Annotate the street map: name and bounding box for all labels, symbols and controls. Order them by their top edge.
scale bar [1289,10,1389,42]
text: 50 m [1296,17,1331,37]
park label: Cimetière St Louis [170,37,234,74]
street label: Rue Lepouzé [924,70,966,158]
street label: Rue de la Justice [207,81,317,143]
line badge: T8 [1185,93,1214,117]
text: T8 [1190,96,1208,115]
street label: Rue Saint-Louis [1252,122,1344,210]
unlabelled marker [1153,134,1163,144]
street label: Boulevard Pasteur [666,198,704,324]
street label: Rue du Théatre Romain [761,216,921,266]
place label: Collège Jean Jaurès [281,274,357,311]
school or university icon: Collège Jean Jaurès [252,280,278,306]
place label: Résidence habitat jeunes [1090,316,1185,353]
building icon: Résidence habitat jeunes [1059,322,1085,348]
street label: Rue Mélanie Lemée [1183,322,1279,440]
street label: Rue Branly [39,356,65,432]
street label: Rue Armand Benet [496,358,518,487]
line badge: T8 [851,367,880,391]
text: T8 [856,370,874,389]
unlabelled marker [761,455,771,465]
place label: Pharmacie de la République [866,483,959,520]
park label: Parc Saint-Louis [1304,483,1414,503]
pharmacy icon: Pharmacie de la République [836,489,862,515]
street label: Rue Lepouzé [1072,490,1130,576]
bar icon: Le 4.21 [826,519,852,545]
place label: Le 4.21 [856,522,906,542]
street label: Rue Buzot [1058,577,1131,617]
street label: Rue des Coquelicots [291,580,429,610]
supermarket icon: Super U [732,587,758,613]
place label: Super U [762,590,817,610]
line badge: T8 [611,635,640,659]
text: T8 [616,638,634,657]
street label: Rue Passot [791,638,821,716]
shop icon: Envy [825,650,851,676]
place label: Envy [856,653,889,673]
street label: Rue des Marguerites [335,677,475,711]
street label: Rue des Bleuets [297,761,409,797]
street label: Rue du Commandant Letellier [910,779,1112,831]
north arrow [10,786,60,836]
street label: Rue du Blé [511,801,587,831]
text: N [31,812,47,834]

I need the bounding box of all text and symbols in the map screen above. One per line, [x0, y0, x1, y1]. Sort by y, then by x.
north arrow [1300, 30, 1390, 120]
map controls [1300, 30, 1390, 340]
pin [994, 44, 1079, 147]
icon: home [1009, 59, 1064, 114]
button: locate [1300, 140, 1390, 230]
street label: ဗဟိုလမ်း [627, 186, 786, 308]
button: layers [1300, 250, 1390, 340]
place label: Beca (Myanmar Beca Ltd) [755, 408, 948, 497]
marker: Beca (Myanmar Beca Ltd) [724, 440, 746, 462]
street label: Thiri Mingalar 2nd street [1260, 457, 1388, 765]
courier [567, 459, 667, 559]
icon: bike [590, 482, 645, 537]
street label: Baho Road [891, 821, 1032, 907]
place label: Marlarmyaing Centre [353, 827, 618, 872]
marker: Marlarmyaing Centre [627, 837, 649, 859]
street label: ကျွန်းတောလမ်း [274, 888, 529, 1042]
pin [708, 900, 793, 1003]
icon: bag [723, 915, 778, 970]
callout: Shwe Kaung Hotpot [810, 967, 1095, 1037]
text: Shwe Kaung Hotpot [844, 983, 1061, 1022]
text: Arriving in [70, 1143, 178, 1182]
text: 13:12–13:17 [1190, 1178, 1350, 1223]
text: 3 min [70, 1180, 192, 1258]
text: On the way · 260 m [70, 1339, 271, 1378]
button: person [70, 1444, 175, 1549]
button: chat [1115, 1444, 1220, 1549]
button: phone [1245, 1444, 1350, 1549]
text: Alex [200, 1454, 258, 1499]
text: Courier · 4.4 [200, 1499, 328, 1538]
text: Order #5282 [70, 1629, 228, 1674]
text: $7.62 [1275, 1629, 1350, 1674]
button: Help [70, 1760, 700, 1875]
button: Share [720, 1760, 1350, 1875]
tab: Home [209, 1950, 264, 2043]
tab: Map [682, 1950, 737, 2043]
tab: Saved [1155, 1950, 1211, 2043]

YOUR ASSIGNMENT: The records above need to be returned in full, with nothing altered.

EXPECTED ANSWER:
Annotate the street map: name and bounding box for all labels, symbols and controls. Order them by their top edge.
scale bar [1289,10,1389,42]
text: 50 m [1296,17,1331,37]
park label: Cimetière St Louis [170,37,234,74]
street label: Rue Lepouzé [924,70,966,158]
street label: Rue de la Justice [207,81,317,143]
line badge: T8 [1185,93,1214,117]
text: T8 [1190,96,1208,115]
street label: Rue Saint-Louis [1252,122,1344,210]
unlabelled marker [1153,134,1163,144]
street label: Boulevard Pasteur [666,198,704,324]
street label: Rue du Théatre Romain [761,216,921,266]
place label: Collège Jean Jaurès [281,274,357,311]
school or university icon: Collège Jean Jaurès [252,280,278,306]
place label: Résidence habitat jeunes [1090,316,1185,353]
building icon: Résidence habitat jeunes [1059,322,1085,348]
street label: Rue Mélanie Lemée [1183,322,1279,440]
street label: Rue Branly [39,356,65,432]
street label: Rue Armand Benet [496,358,518,487]
line badge: T8 [851,367,880,391]
text: T8 [856,370,874,389]
unlabelled marker [761,455,771,465]
place label: Pharmacie de la République [866,483,959,520]
park label: Parc Saint-Louis [1304,483,1414,503]
pharmacy icon: Pharmacie de la République [836,489,862,515]
street label: Rue Lepouzé [1072,490,1130,576]
bar icon: Le 4.21 [826,519,852,545]
place label: Le 4.21 [856,522,906,542]
street label: Rue Buzot [1058,577,1131,617]
street label: Rue des Coquelicots [291,580,429,610]
supermarket icon: Super U [732,587,758,613]
place label: Super U [762,590,817,610]
line badge: T8 [611,635,640,659]
text: T8 [616,638,634,657]
street label: Rue Passot [791,638,821,716]
shop icon: Envy [825,650,851,676]
place label: Envy [856,653,889,673]
street label: Rue des Marguerites [335,677,475,711]
street label: Rue des Bleuets [297,761,409,797]
street label: Rue du Commandant Letellier [910,779,1112,831]
north arrow [10,786,60,836]
street label: Rue du Blé [511,801,587,831]
text: N [31,812,47,834]

I need the bounding box of all text and symbols in the map screen above. One per line, [x0, y0, x1, y1]. Sort by y, then by x.
north arrow [1300, 30, 1390, 120]
map controls [1300, 30, 1390, 340]
pin [994, 44, 1079, 147]
icon: home [1009, 59, 1064, 114]
button: locate [1300, 140, 1390, 230]
street label: ဗဟိုလမ်း [627, 186, 786, 308]
button: layers [1300, 250, 1390, 340]
place label: Beca (Myanmar Beca Ltd) [755, 408, 948, 497]
marker: Beca (Myanmar Beca Ltd) [724, 440, 746, 462]
street label: Thiri Mingalar 2nd street [1260, 457, 1388, 765]
courier [567, 459, 667, 559]
icon: bike [590, 482, 645, 537]
street label: Baho Road [891, 821, 1032, 907]
place label: Marlarmyaing Centre [353, 827, 618, 872]
marker: Marlarmyaing Centre [627, 837, 649, 859]
street label: ကျွန်းတောလမ်း [274, 888, 529, 1042]
pin [708, 900, 793, 1003]
icon: bag [723, 915, 778, 970]
callout: Shwe Kaung Hotpot [810, 967, 1095, 1037]
text: Shwe Kaung Hotpot [844, 983, 1061, 1022]
text: Arriving in [70, 1143, 178, 1182]
text: 13:12–13:17 [1190, 1178, 1350, 1223]
text: 3 min [70, 1180, 192, 1258]
text: On the way · 260 m [70, 1339, 271, 1378]
button: person [70, 1444, 175, 1549]
button: chat [1115, 1444, 1220, 1549]
button: phone [1245, 1444, 1350, 1549]
text: Alex [200, 1454, 258, 1499]
text: Courier · 4.4 [200, 1499, 328, 1538]
text: Order #5282 [70, 1629, 228, 1674]
text: $7.62 [1275, 1629, 1350, 1674]
button: Help [70, 1760, 700, 1875]
button: Share [720, 1760, 1350, 1875]
tab: Home [209, 1950, 264, 2043]
tab: Map [682, 1950, 737, 2043]
tab: Saved [1155, 1950, 1211, 2043]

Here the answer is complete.